━━━ PROVIDED RECORDS ━━━
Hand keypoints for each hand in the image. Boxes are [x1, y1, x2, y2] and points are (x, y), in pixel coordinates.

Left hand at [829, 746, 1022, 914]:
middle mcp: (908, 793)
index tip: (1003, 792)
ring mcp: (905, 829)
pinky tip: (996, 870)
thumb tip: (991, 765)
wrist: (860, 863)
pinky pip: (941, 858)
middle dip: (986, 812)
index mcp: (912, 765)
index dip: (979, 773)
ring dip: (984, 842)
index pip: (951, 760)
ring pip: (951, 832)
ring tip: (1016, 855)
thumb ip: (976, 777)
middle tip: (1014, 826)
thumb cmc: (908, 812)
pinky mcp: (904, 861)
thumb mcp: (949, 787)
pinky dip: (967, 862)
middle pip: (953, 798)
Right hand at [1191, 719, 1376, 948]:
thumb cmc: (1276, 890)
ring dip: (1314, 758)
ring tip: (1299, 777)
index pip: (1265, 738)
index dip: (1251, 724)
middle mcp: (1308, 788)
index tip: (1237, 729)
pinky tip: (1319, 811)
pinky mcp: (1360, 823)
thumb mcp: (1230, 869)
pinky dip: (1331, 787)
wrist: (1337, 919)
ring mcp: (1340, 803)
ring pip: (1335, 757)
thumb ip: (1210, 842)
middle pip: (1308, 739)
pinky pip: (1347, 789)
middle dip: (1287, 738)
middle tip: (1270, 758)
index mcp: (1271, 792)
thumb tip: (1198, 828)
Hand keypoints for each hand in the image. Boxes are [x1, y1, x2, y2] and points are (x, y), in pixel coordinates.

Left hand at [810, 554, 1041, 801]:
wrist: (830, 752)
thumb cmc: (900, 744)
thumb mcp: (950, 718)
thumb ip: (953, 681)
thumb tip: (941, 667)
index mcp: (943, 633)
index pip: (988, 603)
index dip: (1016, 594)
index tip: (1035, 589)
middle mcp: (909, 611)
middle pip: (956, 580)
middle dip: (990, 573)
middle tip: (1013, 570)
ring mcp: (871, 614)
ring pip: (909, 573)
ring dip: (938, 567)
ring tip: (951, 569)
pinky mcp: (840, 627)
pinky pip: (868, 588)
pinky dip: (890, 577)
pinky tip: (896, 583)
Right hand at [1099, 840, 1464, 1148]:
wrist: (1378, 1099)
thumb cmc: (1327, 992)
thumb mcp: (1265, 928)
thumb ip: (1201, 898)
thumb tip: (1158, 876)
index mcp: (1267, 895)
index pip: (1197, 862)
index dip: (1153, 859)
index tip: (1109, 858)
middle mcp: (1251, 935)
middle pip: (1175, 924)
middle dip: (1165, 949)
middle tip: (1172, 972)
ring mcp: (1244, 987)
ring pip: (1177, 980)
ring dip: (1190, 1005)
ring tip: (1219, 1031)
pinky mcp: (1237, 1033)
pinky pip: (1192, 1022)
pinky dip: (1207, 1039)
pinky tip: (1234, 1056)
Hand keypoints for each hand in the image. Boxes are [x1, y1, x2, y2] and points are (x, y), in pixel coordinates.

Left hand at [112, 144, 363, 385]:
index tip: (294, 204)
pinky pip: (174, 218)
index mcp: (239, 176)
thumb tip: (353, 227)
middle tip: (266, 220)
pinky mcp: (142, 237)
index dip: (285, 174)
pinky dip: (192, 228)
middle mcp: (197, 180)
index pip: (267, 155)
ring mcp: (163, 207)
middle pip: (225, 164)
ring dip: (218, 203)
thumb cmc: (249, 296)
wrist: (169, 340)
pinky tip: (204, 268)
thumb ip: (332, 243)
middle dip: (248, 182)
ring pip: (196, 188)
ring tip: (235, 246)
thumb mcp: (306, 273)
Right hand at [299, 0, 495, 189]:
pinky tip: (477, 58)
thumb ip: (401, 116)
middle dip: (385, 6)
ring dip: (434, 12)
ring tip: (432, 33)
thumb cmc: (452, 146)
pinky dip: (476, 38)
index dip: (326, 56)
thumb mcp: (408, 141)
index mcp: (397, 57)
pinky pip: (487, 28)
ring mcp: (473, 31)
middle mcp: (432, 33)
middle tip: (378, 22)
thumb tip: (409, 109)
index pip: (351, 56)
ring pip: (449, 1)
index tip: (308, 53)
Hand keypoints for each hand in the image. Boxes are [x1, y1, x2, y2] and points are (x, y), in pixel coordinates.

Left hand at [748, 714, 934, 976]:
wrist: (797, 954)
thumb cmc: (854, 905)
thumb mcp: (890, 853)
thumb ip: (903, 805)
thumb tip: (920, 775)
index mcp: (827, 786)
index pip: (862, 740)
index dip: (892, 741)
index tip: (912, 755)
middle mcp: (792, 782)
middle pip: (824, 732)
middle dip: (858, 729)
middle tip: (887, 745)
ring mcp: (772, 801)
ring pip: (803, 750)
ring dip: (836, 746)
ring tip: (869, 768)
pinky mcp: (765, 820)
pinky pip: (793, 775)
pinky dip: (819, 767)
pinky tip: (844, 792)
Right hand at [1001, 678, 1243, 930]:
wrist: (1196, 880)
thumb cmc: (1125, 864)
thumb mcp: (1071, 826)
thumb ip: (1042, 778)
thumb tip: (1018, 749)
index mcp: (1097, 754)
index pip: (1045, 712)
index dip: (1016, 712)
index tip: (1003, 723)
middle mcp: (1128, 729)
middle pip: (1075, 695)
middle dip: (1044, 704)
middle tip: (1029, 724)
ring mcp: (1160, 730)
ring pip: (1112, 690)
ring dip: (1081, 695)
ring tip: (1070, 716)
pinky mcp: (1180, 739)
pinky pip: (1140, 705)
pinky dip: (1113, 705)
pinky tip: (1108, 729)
━━━
### AIM OF THE EXERCISE
Your task is to list each line of the records with the word "Right".

### SOLUTION TO THIS EXERCISE
Right hand at [1191, 719, 1376, 948]:
Right hand at [1099, 840, 1464, 1148]:
Right hand at [299, 0, 495, 189]:
Right hand at [1001, 678, 1243, 930]:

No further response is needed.